A côté de ce mécanisme classique, une autre théorie plus audacieuse a été proposée par quelques chercheurs. Certains indices minéralogiques évoquent effectivement un refroidissement rapide, incompatible avec une formation en chambre magmatique. Or, en étudiant une immense accumulation de lave datant de l'archéen (2,6 milliards d'années) et située en Ontario au Canada (les trapps de Theo), des géologues ont découvert des pyroxènites similaires aux Nakhlites. Ces dernières pourraient donc provenir de la solidification d'une coulée de lave à la surface de Mars. Notons que les deux mécanismes proposés sont fondamentalement opposés. Dans le premier cas, le magma, emprisonné dans une poche, n'atteint jamais la surface et refroidit très lentement. Dans le second, les flots de lave se déversent à l'air libre et prennent en masse très rapidement. L'origine des Nakhlites est une question essentielle pour les géologues. Selon le lieu de leur formation, elles peuvent donner des renseignements soit sur les coulées de lave, soit sur les mécanismes à l'œuvre dans les chambres magmatiques martiennes.

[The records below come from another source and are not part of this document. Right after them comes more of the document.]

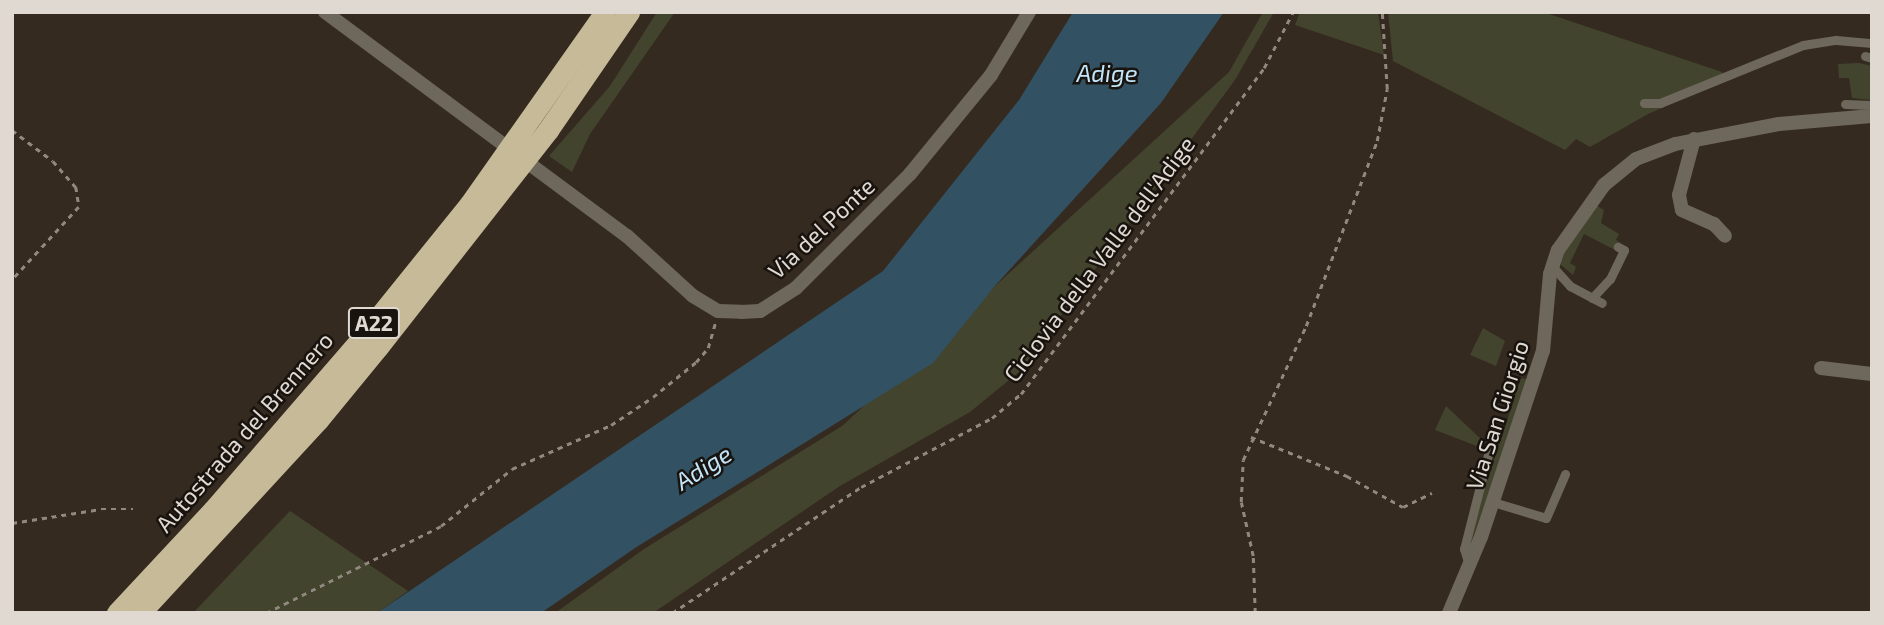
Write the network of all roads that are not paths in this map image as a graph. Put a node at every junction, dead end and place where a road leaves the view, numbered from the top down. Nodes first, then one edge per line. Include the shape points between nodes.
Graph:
1 (325, 12) edge
2 (606, 12) edge
3 (629, 12) edge
4 (1028, 12) edge
5 (1872, 43) edge
6 (1644, 103) dead end
7 (1845, 104) dead end
8 (1872, 105) edge
9 (1872, 116) edge
10 (1694, 139) junction
11 (1725, 236) dead end
12 (1618, 247) dead end
13 (1552, 266) junction
14 (1592, 299) junction
15 (1602, 303) dead end
16 (1821, 368) dead end
17 (1872, 374) edge
18 (1489, 451) dead end
19 (1565, 474) dead end
20 (1493, 502) junction
21 (1469, 565) junction
22 (117, 613) edge
23 (140, 613) edge
24 (1449, 613) edge

1 - 4 street, Via del Ponte via 627,236 693,296 718,311 760,311 796,288 911,174 991,75
2 - 22 highway, Autostrada del Brennero / A22 via 469,205 360,340
3 - 23 highway, Autostrada del Brennero / A22 via 548,130 386,337 299,440
5 - 6 lane via 1836,40 1803,45 1672,99
7 - 8 lane
9 - 10 street, Via San Giorgio via 1779,124
10 - 11 street via 1679,195 1682,210 1714,224
10 - 13 street, Via San Giorgio via 1636,159 1611,178 1572,227
12 - 14 lane via 1624,250 1610,279
13 - 14 lane via 1570,286
13 - 20 street, Via San Giorgio via 1543,351
14 - 15 lane
16 - 17 street
18 - 21 lane via 1464,549
19 - 20 lane via 1546,518
20 - 21 street, Via San Giorgio
21 - 24 street, Via San Giorgio

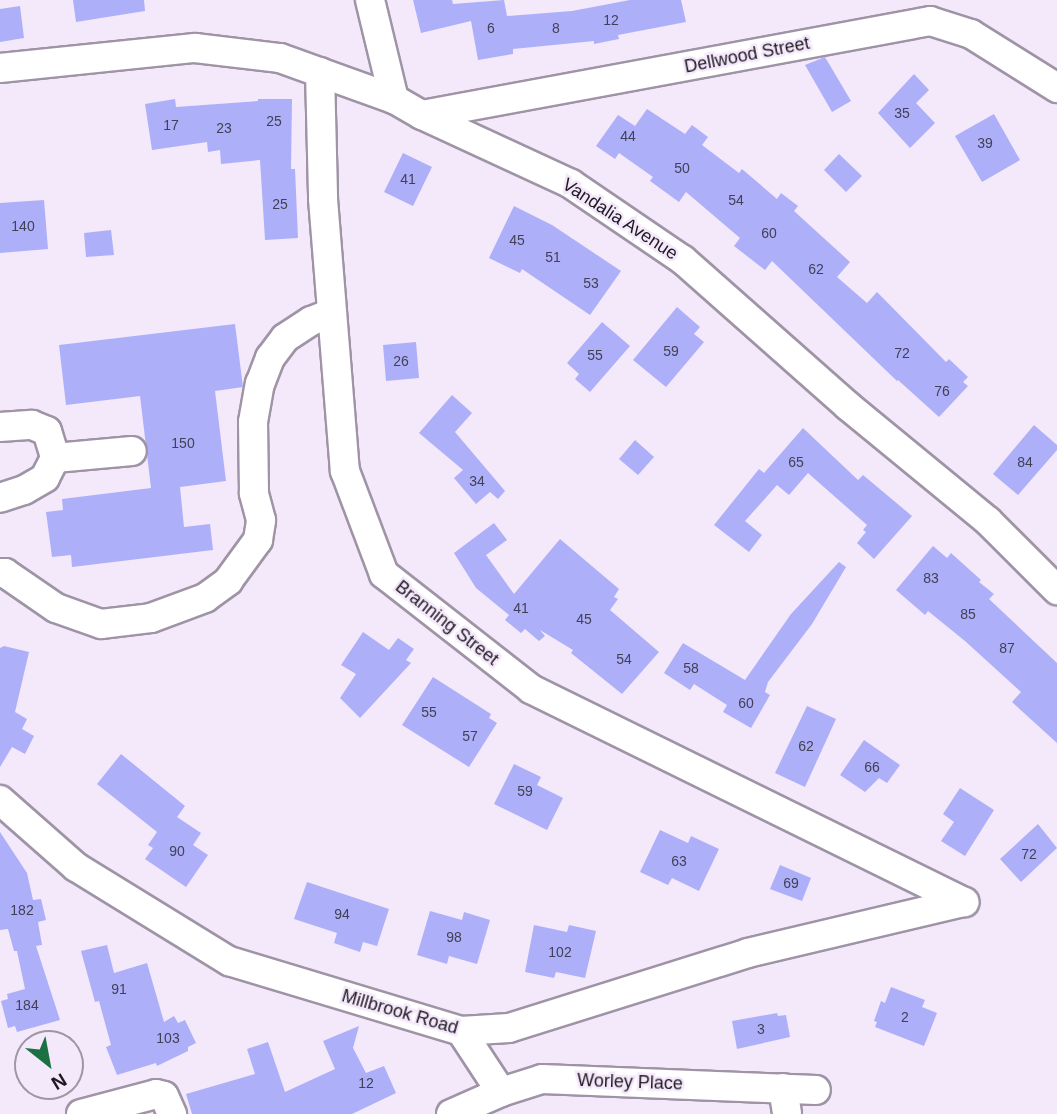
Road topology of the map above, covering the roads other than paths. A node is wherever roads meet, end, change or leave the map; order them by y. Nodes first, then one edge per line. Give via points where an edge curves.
1 (370, 0) edge
2 (0, 68) edge
3 (320, 72) junction
4 (1057, 88) edge
5 (394, 99) junction
6 (422, 116) junction
7 (332, 313) junction
8 (0, 427) edge
9 (132, 451) dead end
10 (55, 458) junction
11 (0, 498) edge
12 (0, 573) edge
13 (1057, 590) edge
14 (0, 800) edge
15 (964, 901) joint
16 (461, 1031) junction
17 (817, 1090) dead end
18 (501, 1091) junction
19 (785, 1101) edge
20 (81, 1114) edge
21 (172, 1114) edge
22 (451, 1114) edge

1 - 5 street
2 - 3 street, Vandalia Avenue via 195,48 280,58
3 - 5 street, Vandalia Avenue
3 - 7 street, Branning Street
4 - 6 street, Dellwood Street via 971,34 930,21
5 - 6 street, Vandalia Avenue
6 - 13 street, Vandalia Avenue via 571,184 683,260 848,406 988,521
7 - 12 street via 285,338 270,358 253,422 254,493 261,520 258,540 228,581 205,598 151,618 101,624 56,608
7 - 15 street, Branning Street via 345,471 384,574 531,689
8 - 10 street via 33,425 47,431
9 - 10 street
10 - 11 street via 45,478
14 - 16 street, Millbrook Road via 76,867 229,961
15 - 16 street, Millbrook Road via 748,953 509,1028
16 - 18 street
17 - 19 street, Worley Place
18 - 19 street, Worley Place via 542,1079
18 - 22 street, Worley Place
20 - 21 street via 156,1094 164,1096

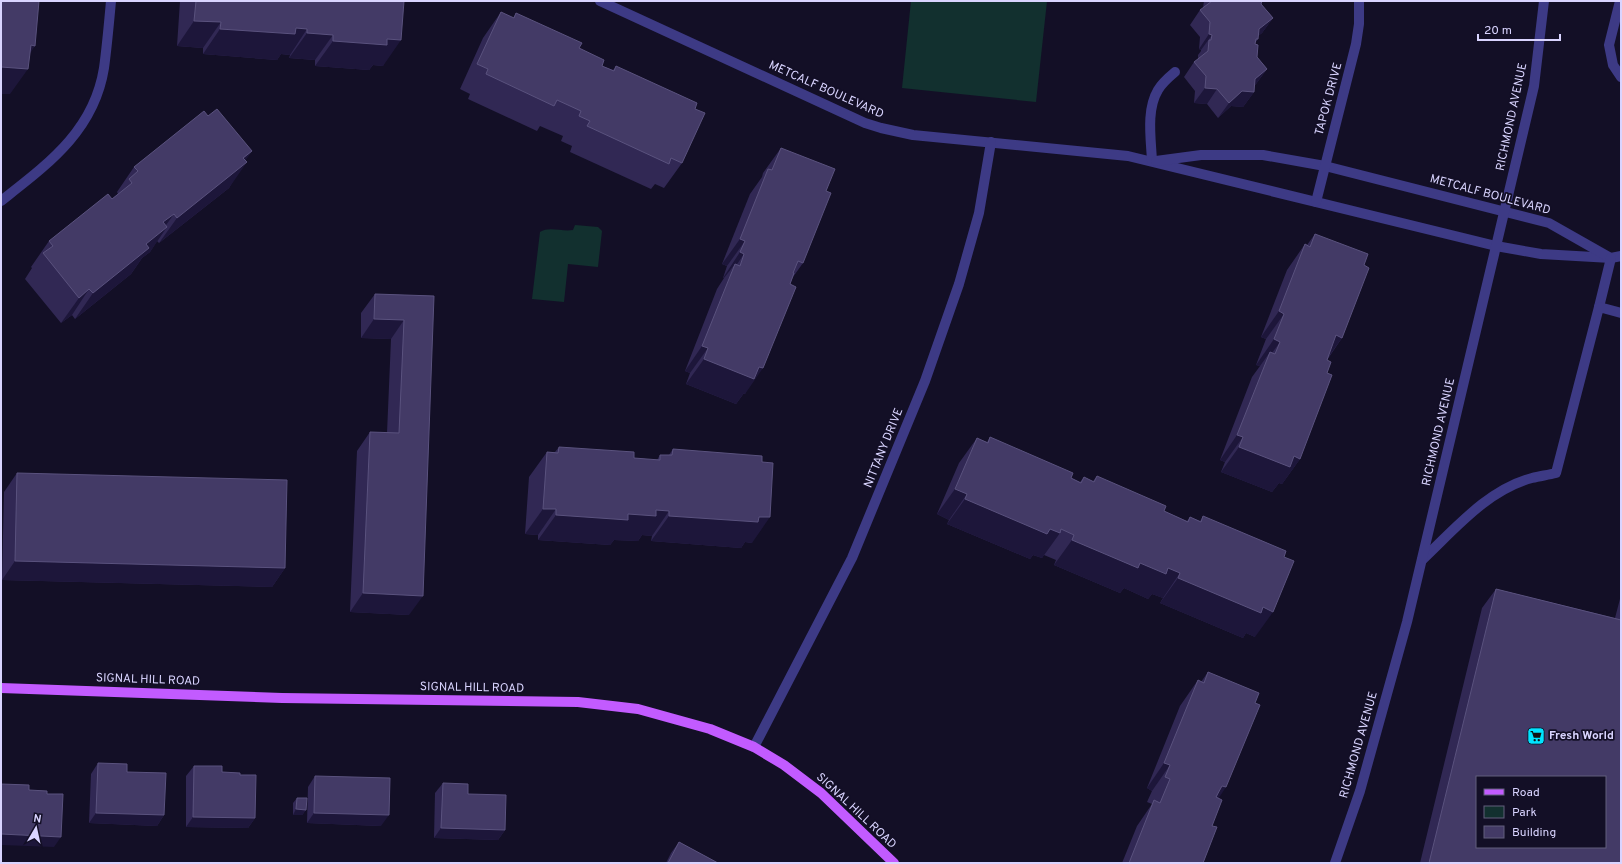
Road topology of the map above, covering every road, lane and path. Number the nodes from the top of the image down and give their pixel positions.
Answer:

La météorite de Nakhla serait âgée de 1,3 milliards d'années. D'après l'âge des argiles (700 millions d'années), les géologues estiment que les processus d'altération ont eu lieu bien après la formation de la roche. Au moment de l'impact qui l'a éjecté de la surface martienne, la météorite de Nakhla aurait subi des pressions de 45 à 55 GPa. Curieusement, la pierre ne conserve aucune trace du choc extrêmement violent qui a du être à l'origine de son départ (la maskelynite est par exemple absente). Cette observation semble confirmer l'hypothèse selon laquelle les nakhlites se seraient formées à la surface de Mars, et non pas à grande profondeur. Il est en effet plus facile de satelliser un fragment rocheux si celui-ci se trouve à la surface. L'extraction d'une roche enfouie dans la croûte martienne nécessite plusieurs étapes d'excavation avant de pouvoir être éjectée dans l'espace, les multiples impacts nécessaires pour extraire la roche finissant alors par marquer cette dernière de manière indélébile. Etant donné que ce n'est pas le cas pour Nakhla, on peut supposer que cette météorite se trouvait déjà en surface, et qu'un seul impact a été suffisant pour l'envoyer dans l'espace. Après son expulsion, la météorite de Nakhla a erré pendant 10 millions d'années dans l'espace interplanétaire avant de terminer avec fracas son aventure en Egypte.